How Meta is using our personal data for AI (and how to opt out)


Generative AI has exploded in popularity, with tools like ChatGPT demonstrating new, amazing capabilities in language generation since the November 2022 release of the text chatbot. However, this advanced AI requires vast datasets to train on, sparking a heated debate around data privacy and ethics. Tech giants are hungry for more data to fuel ever-improving AI systems, while users and campaigners are all too aware of the risks of giving up their data.

This is why a recent intervention by Meta, the parent company of Facebook, Instagram, and WhatsApp, is so interesting.

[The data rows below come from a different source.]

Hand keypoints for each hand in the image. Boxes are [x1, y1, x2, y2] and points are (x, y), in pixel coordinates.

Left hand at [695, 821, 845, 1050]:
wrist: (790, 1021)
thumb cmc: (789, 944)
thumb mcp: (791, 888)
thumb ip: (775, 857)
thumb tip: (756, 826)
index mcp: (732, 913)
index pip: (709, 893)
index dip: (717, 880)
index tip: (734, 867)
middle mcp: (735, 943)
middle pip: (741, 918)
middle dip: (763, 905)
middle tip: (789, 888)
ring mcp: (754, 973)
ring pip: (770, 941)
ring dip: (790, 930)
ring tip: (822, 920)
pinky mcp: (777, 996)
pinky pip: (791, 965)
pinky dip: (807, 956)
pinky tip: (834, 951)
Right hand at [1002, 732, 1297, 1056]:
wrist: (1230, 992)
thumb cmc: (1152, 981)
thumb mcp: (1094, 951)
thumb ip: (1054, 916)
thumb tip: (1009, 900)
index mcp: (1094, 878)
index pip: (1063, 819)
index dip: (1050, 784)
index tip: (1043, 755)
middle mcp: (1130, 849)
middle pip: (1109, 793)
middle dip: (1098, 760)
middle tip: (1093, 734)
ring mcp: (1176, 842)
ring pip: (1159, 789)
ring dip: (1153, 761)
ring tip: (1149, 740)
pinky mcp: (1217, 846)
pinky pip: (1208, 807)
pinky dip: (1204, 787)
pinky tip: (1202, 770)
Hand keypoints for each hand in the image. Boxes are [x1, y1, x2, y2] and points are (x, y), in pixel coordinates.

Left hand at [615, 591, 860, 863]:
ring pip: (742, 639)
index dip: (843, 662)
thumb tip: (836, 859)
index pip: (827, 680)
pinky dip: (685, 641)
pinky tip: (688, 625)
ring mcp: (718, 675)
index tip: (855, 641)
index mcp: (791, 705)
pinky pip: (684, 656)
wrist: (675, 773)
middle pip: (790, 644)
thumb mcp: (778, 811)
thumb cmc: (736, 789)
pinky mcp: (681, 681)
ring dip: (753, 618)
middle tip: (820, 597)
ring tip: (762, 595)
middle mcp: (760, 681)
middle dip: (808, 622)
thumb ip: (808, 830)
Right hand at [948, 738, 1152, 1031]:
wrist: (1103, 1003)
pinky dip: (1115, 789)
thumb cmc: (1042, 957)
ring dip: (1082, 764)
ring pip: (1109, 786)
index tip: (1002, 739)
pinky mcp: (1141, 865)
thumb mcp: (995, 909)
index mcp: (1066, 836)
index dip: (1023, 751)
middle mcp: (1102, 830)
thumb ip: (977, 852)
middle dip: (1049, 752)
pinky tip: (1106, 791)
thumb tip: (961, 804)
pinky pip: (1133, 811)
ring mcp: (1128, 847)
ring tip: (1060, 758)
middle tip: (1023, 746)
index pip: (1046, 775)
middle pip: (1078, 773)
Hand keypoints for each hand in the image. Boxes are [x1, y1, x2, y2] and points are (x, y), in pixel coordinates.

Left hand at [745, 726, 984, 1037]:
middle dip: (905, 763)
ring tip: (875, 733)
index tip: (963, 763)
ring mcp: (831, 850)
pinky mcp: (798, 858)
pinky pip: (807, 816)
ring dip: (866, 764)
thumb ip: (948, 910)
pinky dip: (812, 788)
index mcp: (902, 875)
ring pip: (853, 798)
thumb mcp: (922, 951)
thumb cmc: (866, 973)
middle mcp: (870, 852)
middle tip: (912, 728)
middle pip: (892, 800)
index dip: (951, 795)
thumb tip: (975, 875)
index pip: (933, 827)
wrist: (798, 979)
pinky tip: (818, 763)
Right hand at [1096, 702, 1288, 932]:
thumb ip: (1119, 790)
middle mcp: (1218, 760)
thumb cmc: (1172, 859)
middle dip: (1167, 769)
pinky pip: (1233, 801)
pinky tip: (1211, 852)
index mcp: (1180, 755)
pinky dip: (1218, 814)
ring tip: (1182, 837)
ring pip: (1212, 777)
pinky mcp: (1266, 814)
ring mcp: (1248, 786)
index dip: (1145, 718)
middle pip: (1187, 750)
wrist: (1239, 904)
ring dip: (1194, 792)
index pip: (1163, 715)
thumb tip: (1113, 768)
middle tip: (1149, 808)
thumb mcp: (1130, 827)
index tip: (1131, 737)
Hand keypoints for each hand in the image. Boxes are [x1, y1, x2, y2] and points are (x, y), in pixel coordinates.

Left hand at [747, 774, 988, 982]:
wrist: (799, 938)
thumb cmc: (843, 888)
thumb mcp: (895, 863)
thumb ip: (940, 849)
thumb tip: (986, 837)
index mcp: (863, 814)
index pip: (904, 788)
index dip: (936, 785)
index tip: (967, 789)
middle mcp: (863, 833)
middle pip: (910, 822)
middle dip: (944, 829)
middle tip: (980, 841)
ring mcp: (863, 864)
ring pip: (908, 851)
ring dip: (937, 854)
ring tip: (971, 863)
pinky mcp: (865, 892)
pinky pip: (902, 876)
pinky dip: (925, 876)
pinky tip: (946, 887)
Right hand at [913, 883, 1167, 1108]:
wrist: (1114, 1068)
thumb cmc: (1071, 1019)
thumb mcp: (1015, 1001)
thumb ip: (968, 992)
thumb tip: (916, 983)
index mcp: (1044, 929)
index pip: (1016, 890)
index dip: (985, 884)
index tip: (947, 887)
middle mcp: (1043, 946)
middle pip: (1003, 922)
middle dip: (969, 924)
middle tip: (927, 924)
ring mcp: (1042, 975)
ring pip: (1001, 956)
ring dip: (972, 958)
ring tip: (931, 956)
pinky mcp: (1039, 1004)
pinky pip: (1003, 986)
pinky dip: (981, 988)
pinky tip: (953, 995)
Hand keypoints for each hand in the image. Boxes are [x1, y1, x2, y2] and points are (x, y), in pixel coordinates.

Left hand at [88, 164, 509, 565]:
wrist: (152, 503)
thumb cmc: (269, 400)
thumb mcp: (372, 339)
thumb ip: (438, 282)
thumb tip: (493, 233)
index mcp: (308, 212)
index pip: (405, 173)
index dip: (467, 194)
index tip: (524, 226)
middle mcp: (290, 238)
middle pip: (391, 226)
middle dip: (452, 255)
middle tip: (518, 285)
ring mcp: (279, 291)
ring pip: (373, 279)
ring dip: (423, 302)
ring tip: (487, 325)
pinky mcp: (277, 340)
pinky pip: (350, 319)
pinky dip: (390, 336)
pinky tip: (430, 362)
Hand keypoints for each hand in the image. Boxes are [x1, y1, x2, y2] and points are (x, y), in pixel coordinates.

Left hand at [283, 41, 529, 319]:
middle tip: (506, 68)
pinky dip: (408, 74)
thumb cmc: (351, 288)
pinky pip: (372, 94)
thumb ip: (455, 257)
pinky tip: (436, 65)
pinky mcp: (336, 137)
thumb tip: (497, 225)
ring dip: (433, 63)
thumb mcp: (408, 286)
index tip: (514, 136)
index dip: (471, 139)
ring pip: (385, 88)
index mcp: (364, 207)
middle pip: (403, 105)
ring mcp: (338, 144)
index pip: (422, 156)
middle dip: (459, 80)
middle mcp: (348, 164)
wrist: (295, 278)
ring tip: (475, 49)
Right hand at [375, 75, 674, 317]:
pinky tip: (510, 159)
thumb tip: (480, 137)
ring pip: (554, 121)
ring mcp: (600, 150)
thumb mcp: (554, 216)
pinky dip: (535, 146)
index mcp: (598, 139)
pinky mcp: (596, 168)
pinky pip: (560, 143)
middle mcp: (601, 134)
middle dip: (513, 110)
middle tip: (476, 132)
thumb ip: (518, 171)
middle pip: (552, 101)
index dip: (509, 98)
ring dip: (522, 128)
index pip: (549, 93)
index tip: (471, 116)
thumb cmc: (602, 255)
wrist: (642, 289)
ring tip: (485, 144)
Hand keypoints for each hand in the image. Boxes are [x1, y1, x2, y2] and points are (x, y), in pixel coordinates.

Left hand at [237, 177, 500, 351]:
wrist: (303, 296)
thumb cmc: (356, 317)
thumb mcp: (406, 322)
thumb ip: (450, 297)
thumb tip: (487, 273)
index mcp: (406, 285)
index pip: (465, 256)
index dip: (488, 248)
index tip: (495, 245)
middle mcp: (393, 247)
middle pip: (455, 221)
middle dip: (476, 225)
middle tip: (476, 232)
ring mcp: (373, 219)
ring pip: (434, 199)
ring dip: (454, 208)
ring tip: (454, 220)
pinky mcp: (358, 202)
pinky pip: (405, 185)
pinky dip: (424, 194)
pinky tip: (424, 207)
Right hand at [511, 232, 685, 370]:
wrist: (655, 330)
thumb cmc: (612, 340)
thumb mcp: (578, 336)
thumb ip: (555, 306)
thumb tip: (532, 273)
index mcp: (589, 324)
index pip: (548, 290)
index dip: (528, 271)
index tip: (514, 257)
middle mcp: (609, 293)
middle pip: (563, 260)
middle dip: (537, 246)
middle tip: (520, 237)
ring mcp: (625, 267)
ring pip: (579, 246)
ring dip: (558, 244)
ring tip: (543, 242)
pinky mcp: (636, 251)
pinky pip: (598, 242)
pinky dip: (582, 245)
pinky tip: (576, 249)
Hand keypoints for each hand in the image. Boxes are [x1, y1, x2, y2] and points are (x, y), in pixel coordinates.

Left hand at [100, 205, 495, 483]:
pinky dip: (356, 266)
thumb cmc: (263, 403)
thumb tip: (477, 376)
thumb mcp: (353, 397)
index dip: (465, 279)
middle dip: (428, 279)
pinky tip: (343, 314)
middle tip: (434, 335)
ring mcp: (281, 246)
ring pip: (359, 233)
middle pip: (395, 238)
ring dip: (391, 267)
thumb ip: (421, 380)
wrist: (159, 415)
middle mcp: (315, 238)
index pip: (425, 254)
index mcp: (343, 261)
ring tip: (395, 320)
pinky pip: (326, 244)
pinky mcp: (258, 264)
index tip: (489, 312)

Users of Meta apps may not realize it, but the tech giant has been collecting some of their personal data to train artificial intelligence models. This includes public information scraped from social media as well as licensed data from third parties.

The ethics of AI

While Meta claims this data is necessary to “unlock advancements” in AI in a blog post, privacy advocates argue the practice raises ethical concerns. Users have limited ability to opt-out under current policies.

In August, data protection agencies from several countries published a statement reminding tech companies to protect user privacy when scraping data. The statement named Meta, alongside Alphabet and Microsoft, and was addressed to the tech companies.

Meta recently added a “Generative AI Data Subject Rights” form to its website, allowing users to delete certain bits of their personal data used for AI training. However, it only applies to third-party data, not content directly posted on Meta platforms.

What kind of data does Meta have?

The form allows users to “access, download or correct any personal information from third parties used for generative AI,” to “delete any personal information from third parties used for generative AI,” or to “object or restrict the processing of my personal information from third parties used for generative AI.”

Meta's latest AI model, Llama 2, was not trained directly on first-party user data, a spokesperson told CNBC, but it’s unknown whether the company may launch consumer features using AI in the future. For now, the opt-out form is limited to publicly available information scraped from the internet, as well as data that Meta licenses from organizations and bodies that collect it.

Facebook and Instagram contain vast troves of personal data, including private posts visible only to you or friends. Meta has not confirmed whether this content could also train its AI models in the future. The opt-out form suggests Meta currently sticks to publicly available sources.

What happens next?

But with generative AI advancing rapidly, the pressure on tech firms to leverage more private data may grow. Stricter privacy laws in some countries constrain how personal information can be processed. US legislation, as currently developed, lacks similar safeguards at a federal level.

For US users, understanding how Meta utilizes user data for the purposes of AI likely requires reading between the lines. The opt-out form only covers the third-party information that's gathered by other organizations besides Meta. To delete more data, users would likely have to delete their accounts entirely.

The decision by Meta to move to transparency is likely an attempt to head off criticism from a group of data protection agencies from around the world, who recently issued a joint statement warning large tech companies to enshrine user privacy from data scraping. “Individuals can also take steps to protect their personal information from data scraping, and social media companies have a role to play in enabling users to engage with their services in a privacy-protective manner,” the statement issued by the group of data protection agencies said.